El premio ha demostrado tener una perversa alquimia: la capacidad de convertir la ambición en virtud, al menos sobre el papel. Y en esa estela, la historia amenaza con repetirse, con volverse farsa. Ahora, desde sus torres revestidas de un oro que grita más que habla, otro mercader, esta vez no de muerte sino de sí mismo, lo anhela con una codicia transparente. No busca la paz, sino el prestigio. Busca la absolución definitiva, el barniz de humanista sobre una vida de ego desmedido. Busca que la historia, esa juez a la que tanto temía Nobel, le recuerde con el brillo del premio y no con el ruido de sus palabras.

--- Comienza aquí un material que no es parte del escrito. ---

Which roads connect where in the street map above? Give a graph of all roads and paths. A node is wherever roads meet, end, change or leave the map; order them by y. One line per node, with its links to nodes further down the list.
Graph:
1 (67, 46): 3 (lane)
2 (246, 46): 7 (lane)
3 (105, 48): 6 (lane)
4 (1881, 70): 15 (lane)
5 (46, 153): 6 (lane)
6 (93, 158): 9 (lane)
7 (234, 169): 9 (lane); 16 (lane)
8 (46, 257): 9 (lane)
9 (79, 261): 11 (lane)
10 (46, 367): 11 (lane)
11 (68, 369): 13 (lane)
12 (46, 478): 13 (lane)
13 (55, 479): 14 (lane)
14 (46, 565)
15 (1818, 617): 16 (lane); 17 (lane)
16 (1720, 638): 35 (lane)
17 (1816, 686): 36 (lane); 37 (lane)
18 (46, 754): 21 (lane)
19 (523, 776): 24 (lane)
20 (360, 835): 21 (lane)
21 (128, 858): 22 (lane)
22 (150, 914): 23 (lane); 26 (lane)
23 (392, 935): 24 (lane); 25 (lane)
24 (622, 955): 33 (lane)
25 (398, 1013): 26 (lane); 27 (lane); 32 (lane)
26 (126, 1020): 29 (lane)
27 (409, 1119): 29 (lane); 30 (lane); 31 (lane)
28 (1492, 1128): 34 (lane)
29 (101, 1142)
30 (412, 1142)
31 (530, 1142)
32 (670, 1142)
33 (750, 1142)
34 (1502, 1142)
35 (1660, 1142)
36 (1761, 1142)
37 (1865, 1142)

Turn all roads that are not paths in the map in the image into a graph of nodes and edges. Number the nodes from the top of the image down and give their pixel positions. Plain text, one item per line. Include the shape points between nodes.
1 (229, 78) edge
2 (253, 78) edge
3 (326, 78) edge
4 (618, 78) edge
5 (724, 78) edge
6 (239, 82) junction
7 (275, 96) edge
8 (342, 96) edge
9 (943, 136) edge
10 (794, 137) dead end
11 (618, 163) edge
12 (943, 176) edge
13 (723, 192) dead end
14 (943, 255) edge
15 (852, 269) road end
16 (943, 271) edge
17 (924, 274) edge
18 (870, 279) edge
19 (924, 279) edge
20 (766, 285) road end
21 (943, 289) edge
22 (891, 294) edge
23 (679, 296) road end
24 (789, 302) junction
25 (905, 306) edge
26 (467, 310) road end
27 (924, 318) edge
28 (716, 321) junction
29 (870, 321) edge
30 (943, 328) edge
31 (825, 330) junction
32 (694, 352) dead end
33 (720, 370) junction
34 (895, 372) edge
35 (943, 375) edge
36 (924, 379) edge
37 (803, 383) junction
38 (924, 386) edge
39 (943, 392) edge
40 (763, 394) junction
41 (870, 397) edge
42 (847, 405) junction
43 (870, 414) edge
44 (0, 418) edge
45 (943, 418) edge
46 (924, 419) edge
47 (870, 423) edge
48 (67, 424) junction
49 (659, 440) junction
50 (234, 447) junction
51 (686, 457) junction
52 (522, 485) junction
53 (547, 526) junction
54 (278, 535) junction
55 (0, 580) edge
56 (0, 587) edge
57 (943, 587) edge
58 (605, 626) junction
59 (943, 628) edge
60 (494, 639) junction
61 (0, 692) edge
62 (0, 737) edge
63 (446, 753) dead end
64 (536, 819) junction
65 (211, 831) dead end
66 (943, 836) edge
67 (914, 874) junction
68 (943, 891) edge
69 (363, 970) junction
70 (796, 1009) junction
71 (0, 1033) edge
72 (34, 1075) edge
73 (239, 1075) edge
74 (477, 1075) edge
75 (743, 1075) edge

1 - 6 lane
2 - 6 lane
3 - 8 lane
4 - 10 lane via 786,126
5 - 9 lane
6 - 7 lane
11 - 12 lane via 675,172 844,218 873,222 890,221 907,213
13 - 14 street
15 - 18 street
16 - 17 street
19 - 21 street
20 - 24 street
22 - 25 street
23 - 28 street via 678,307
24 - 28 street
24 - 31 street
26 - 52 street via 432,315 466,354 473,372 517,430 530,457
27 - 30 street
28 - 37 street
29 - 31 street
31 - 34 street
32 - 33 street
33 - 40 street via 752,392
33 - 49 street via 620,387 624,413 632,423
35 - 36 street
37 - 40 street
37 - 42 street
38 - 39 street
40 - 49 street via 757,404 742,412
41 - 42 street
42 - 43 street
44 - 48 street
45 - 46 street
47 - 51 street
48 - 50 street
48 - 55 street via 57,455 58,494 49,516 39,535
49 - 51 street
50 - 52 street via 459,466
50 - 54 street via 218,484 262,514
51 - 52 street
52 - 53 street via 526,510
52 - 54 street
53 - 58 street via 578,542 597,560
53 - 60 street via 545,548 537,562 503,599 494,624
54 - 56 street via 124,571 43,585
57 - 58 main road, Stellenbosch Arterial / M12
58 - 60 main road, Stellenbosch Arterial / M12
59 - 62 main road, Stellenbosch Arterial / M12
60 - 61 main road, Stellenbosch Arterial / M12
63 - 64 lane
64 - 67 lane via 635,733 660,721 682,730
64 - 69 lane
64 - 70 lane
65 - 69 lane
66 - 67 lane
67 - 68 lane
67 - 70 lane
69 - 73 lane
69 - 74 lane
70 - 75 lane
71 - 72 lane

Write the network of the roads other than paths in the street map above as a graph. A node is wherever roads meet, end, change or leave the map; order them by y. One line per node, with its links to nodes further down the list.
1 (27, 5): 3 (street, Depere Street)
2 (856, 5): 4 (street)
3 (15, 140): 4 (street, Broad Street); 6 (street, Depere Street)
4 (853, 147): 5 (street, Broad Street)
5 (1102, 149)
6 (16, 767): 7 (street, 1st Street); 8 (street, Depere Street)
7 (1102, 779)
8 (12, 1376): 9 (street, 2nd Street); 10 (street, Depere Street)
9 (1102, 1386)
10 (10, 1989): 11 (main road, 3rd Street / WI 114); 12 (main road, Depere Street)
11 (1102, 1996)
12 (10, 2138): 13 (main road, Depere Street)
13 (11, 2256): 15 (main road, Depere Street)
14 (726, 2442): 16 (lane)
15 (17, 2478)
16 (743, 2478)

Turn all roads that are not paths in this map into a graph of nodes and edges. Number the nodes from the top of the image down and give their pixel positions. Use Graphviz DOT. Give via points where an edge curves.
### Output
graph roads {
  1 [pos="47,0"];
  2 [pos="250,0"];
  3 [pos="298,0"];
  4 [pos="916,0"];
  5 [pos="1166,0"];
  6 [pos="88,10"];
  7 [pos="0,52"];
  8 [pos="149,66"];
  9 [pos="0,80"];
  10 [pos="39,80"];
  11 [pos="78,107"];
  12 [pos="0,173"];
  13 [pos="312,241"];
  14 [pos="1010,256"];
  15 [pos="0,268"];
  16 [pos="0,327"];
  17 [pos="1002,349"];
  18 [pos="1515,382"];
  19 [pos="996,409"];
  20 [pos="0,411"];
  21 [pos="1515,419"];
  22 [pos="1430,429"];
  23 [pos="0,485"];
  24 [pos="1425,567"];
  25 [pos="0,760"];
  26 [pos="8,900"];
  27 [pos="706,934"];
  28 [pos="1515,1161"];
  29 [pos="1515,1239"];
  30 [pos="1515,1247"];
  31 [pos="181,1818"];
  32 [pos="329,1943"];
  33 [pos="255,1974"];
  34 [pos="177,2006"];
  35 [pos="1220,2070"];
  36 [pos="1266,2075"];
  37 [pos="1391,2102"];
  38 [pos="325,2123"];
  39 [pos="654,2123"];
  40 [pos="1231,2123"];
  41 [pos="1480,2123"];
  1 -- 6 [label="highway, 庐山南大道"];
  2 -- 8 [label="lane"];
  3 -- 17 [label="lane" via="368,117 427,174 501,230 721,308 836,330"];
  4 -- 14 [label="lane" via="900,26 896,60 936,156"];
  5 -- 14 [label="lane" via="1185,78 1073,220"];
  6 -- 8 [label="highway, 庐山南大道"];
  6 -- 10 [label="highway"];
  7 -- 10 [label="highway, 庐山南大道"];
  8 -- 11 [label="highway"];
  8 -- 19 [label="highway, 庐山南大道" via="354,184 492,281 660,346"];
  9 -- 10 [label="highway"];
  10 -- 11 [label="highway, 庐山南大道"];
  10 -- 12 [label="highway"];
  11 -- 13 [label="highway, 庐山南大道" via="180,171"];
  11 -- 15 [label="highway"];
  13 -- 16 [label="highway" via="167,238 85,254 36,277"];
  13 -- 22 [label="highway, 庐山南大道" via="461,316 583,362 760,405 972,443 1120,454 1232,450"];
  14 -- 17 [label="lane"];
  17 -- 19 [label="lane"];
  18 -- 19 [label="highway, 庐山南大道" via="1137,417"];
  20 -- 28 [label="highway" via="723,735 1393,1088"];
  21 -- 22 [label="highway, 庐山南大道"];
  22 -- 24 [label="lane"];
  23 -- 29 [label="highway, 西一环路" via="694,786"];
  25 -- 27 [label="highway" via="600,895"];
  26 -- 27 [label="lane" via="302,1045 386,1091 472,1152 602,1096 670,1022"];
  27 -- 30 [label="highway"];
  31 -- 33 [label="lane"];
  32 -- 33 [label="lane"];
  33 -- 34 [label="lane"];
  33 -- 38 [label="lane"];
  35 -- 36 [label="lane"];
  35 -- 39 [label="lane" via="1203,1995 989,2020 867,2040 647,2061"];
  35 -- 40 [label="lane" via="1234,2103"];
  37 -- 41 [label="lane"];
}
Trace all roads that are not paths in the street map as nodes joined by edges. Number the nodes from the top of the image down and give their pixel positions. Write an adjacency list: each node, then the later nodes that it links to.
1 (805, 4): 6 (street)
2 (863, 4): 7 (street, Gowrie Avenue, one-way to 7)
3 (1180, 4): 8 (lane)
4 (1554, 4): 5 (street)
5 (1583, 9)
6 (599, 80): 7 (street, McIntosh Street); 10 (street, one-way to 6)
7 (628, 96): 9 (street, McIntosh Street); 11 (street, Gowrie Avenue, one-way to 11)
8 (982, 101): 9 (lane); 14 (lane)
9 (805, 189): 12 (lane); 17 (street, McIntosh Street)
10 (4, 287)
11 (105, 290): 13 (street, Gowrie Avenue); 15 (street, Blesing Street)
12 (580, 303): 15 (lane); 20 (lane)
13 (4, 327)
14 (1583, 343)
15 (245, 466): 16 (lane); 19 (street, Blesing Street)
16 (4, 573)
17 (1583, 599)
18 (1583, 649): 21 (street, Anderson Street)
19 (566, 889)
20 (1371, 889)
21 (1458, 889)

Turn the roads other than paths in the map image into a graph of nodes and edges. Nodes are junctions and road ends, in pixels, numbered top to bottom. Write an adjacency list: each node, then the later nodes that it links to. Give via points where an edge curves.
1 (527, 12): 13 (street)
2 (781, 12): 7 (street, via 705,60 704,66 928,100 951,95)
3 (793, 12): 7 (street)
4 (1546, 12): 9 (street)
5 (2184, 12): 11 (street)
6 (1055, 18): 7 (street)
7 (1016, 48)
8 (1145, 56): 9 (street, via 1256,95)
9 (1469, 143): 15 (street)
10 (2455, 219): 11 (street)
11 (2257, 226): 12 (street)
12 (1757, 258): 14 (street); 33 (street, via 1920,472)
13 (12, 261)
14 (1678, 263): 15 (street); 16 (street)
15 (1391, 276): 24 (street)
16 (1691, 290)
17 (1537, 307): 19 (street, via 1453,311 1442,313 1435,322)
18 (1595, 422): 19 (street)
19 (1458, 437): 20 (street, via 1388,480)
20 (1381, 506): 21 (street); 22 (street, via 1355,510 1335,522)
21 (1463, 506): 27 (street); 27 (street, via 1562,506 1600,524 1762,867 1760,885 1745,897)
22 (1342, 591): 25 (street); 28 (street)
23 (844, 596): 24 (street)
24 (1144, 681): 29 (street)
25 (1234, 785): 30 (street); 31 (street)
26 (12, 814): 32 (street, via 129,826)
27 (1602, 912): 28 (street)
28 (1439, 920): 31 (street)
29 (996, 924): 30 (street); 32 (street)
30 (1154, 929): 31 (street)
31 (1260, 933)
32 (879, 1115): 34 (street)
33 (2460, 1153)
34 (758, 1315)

Y en esa ambición, se cierra el círculo perfecto. Veremos si, una vez más, el dinero y la vanidad logran esa extraña transmutación: convertir a un hombre en un “hombre bueno”. El mismo truco de magia, el mismo desesperado intento de redención a través de un testamento dorado, que ya intentó su inventor en una fría habitación de hotel, mientras escuchaba, a lo lejos, el eco de sus propias explosiones.